(Stored data entries):
Content starts
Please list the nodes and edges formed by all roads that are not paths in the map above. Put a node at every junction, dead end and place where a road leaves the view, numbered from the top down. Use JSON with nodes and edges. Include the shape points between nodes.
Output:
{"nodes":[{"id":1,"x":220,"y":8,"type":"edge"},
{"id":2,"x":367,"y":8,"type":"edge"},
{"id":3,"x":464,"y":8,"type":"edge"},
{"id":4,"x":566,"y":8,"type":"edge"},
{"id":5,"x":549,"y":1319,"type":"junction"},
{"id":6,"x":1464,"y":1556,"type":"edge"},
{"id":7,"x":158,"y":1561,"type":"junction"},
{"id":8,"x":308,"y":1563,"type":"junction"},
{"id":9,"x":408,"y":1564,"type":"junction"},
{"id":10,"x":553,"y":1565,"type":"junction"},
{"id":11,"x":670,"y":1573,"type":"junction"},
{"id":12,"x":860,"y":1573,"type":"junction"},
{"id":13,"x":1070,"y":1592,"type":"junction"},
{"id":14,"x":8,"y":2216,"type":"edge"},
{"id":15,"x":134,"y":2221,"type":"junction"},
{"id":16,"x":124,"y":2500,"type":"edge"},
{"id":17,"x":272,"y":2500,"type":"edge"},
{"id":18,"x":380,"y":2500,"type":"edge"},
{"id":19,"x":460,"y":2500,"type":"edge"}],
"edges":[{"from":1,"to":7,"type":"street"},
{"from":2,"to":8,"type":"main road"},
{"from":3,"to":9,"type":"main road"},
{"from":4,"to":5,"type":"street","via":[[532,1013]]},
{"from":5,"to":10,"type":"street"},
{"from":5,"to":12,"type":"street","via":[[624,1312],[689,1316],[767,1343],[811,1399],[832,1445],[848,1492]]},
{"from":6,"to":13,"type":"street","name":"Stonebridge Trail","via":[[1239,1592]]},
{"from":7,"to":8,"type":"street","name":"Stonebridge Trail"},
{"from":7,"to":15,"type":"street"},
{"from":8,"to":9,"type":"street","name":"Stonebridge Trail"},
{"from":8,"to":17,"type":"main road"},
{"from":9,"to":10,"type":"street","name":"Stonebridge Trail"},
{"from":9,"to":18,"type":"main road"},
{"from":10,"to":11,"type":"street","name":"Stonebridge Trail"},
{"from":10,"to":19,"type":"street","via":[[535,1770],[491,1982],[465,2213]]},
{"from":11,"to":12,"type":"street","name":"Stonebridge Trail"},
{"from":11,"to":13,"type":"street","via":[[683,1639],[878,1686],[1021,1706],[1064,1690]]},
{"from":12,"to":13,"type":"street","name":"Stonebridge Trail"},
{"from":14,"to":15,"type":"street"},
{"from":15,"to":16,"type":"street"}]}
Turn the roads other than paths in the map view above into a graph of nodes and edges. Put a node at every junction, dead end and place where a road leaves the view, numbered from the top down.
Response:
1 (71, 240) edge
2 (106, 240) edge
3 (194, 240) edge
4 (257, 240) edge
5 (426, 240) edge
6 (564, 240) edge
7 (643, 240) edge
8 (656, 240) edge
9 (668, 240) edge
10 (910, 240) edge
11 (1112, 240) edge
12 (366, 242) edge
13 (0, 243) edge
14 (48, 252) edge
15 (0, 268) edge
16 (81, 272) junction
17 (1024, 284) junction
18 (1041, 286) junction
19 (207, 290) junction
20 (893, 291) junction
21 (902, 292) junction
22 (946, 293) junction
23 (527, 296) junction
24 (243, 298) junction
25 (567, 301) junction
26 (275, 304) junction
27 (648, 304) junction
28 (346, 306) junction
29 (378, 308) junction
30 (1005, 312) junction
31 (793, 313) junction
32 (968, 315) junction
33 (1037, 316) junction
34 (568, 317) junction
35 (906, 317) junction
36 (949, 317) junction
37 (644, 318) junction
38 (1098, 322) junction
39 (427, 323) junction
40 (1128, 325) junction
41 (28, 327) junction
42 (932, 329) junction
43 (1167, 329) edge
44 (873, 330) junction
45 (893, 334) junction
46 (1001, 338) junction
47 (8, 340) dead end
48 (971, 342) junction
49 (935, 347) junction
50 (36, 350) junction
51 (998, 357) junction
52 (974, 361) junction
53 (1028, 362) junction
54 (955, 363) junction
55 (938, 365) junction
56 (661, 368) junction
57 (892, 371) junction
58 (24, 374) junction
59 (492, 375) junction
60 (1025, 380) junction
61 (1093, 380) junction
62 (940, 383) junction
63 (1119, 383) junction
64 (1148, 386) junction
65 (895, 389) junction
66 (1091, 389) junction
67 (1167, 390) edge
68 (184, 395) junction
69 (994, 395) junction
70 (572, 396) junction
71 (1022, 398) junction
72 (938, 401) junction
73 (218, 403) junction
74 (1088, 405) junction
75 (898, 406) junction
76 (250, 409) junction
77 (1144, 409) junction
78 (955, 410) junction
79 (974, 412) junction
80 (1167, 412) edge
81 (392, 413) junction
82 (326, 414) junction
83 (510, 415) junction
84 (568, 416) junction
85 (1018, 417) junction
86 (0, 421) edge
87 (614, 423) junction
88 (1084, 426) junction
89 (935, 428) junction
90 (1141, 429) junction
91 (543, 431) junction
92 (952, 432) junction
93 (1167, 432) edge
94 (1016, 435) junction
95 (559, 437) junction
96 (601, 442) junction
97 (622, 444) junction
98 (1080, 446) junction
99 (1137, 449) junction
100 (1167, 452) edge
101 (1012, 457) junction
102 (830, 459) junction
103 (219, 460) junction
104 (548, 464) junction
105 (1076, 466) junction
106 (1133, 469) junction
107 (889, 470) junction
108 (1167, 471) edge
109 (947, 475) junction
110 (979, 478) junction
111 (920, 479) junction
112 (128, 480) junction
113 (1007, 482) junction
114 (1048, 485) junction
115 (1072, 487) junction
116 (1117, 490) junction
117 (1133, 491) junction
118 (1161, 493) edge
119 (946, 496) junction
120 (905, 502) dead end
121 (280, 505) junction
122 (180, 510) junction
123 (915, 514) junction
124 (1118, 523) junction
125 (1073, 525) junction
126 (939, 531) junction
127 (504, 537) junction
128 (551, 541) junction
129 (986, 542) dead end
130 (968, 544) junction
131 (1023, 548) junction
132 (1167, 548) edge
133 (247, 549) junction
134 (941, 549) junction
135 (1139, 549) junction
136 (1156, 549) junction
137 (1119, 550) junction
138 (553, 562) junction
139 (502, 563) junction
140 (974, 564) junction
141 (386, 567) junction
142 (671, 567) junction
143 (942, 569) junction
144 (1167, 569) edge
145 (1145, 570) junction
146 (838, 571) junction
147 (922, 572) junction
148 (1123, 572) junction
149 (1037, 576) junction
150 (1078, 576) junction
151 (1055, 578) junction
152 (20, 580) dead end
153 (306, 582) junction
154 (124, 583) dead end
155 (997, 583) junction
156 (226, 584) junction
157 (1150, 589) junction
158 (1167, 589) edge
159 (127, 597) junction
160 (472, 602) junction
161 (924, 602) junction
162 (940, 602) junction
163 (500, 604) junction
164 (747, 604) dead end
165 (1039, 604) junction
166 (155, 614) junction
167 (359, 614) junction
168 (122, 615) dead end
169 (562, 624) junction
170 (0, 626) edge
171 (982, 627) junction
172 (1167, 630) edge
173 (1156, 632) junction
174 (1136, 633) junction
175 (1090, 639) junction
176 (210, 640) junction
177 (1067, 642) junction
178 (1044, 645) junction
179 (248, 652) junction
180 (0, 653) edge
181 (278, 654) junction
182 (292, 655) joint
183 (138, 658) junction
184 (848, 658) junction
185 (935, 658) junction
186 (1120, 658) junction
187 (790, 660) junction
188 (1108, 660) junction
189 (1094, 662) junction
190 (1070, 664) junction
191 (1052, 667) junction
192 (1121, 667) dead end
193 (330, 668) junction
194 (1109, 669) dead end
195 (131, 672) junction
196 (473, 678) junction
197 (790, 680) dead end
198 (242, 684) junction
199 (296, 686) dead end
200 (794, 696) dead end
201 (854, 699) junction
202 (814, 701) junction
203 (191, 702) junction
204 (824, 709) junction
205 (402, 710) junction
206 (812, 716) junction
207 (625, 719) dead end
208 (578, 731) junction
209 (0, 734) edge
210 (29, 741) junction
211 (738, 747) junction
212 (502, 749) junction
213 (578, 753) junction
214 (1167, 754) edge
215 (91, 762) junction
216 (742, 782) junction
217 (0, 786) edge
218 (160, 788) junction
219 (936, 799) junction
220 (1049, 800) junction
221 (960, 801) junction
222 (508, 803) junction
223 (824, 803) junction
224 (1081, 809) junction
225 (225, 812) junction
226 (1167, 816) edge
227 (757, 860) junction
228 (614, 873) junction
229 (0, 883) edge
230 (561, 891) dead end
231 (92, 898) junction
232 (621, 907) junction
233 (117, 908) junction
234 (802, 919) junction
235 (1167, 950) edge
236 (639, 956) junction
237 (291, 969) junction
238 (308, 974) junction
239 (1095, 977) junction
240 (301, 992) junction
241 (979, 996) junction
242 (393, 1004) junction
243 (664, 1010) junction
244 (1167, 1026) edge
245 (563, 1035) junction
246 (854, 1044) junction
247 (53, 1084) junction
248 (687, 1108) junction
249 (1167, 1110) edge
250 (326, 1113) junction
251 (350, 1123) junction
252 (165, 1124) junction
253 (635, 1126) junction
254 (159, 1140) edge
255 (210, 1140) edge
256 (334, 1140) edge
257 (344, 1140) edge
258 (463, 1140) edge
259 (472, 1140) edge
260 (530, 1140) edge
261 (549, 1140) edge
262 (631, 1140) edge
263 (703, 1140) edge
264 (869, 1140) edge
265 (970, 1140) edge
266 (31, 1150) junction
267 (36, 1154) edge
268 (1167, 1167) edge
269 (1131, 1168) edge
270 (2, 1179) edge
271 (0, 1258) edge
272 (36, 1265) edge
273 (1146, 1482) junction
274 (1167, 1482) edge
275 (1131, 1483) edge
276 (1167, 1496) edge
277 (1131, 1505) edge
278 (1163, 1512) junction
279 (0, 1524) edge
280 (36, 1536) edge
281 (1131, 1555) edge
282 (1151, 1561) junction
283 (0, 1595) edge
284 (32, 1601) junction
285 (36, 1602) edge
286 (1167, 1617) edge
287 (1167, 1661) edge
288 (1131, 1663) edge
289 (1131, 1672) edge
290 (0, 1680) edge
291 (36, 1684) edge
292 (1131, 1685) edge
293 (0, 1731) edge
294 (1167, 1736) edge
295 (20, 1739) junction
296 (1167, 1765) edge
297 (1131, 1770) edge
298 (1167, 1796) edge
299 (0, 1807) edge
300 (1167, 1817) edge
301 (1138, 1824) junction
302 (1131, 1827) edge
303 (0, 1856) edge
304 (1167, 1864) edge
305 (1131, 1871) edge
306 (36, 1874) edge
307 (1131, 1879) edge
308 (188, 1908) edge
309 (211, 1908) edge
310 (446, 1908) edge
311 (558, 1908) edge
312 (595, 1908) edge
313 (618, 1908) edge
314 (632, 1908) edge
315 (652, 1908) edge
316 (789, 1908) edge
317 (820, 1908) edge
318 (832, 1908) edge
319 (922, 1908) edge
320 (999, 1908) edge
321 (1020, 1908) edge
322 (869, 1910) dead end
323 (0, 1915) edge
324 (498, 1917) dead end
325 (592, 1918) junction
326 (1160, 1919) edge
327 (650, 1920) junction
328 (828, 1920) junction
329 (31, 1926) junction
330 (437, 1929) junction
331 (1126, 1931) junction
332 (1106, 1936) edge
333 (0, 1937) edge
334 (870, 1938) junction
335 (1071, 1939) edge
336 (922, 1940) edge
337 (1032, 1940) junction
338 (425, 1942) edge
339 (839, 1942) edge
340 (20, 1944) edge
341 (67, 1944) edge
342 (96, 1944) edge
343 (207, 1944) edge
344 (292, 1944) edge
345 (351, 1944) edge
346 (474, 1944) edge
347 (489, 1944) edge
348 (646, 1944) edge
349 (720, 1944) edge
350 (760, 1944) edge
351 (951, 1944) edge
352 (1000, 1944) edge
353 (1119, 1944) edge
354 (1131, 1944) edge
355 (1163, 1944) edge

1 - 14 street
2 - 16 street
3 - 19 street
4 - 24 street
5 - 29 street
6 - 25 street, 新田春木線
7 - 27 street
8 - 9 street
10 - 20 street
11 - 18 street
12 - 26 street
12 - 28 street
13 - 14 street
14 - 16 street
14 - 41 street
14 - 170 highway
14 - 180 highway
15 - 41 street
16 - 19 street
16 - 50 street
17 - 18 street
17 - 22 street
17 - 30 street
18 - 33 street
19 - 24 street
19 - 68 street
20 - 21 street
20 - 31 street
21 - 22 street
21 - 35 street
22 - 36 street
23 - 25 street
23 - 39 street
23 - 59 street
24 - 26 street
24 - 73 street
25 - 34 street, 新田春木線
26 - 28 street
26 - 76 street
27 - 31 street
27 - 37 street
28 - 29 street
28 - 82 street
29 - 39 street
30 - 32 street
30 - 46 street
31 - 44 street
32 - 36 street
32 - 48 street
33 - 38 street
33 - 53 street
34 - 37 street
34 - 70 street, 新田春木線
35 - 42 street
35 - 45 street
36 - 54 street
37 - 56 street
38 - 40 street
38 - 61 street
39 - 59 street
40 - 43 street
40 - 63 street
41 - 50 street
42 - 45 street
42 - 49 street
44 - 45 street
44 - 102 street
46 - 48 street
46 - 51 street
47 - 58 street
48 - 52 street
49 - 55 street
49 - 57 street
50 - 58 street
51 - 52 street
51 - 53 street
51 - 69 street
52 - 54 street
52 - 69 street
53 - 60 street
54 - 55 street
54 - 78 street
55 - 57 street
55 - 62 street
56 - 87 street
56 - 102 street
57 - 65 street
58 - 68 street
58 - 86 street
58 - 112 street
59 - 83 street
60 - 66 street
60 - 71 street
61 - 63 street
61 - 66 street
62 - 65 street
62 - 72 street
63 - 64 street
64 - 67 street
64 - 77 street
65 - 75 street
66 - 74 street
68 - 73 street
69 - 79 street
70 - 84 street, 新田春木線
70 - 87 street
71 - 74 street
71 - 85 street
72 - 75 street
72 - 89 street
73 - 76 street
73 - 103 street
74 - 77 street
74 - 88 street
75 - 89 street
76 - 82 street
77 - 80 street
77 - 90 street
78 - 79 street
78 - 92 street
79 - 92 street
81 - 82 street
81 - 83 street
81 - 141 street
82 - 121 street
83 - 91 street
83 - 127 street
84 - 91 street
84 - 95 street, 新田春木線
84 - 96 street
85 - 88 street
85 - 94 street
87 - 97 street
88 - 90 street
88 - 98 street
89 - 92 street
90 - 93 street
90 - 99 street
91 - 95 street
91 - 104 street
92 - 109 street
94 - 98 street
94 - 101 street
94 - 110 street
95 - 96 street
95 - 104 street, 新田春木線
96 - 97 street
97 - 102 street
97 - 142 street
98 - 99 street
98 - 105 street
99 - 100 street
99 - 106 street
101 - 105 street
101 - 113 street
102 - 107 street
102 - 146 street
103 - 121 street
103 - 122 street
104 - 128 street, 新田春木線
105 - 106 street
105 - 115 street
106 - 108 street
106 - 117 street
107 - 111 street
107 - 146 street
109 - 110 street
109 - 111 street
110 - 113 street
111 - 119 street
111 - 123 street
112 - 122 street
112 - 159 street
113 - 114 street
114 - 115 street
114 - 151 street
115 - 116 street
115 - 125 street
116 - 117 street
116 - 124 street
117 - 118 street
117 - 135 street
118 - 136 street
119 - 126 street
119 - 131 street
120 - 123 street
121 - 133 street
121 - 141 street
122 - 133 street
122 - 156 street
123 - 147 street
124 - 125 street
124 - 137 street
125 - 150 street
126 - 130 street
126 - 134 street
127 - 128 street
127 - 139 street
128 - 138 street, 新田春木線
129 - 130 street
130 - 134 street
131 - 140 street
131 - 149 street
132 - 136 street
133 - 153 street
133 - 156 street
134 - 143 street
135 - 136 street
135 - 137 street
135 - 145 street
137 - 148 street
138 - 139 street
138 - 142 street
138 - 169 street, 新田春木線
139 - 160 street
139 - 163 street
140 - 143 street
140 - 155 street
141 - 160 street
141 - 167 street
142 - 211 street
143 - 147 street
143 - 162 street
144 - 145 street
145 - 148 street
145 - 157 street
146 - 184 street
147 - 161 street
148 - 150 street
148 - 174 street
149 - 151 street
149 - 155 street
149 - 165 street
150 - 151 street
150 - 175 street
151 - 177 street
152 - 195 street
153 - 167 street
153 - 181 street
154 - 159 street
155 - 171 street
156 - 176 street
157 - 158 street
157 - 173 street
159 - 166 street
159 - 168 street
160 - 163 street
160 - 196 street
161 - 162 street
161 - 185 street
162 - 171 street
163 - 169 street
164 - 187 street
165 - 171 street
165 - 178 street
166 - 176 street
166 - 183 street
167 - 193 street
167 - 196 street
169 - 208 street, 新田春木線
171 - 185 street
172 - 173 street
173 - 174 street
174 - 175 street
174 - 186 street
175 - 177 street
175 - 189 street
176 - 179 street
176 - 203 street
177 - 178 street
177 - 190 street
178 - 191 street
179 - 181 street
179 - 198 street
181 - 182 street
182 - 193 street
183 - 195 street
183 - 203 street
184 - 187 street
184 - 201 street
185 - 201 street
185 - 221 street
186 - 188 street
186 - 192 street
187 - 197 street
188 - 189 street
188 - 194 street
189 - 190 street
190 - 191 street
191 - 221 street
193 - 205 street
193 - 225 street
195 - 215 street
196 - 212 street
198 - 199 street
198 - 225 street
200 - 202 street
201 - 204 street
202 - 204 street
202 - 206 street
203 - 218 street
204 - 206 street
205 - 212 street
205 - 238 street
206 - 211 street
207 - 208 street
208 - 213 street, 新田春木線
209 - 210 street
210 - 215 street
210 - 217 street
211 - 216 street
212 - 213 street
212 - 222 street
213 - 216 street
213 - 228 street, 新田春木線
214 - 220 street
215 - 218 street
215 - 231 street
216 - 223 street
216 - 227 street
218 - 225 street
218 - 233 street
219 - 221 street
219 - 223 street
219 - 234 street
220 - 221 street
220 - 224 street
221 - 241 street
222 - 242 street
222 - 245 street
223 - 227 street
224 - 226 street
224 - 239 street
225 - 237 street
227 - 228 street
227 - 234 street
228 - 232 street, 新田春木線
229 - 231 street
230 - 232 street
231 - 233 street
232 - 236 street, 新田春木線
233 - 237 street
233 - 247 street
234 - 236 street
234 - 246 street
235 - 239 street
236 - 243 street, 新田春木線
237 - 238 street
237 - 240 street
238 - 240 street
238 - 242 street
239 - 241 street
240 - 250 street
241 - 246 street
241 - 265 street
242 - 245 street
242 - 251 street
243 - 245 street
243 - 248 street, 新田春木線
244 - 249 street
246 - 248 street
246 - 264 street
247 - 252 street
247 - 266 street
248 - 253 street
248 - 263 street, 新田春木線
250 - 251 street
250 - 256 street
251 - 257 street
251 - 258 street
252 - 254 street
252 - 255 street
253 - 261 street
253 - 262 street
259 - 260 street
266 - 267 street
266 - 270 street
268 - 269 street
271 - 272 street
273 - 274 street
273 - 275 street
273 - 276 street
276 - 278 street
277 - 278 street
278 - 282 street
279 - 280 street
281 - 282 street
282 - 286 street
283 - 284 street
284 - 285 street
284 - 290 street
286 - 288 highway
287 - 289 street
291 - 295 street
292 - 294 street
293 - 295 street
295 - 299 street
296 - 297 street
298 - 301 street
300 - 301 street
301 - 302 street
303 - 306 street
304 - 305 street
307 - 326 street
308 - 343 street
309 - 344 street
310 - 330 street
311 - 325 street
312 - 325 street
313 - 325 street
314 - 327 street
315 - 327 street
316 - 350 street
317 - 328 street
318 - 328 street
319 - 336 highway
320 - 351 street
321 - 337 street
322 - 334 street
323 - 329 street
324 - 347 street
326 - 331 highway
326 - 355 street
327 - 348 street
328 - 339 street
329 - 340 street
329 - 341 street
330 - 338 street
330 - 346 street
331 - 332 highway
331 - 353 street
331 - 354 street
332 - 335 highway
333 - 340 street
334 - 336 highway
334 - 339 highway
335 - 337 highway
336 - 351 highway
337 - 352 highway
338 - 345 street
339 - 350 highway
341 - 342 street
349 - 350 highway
Content ends
(DESCRIPTION OF THE TASK): Only a number is expected here: how many lines above contain the word "edges".

(RESULT OF THE EXERCISE): 3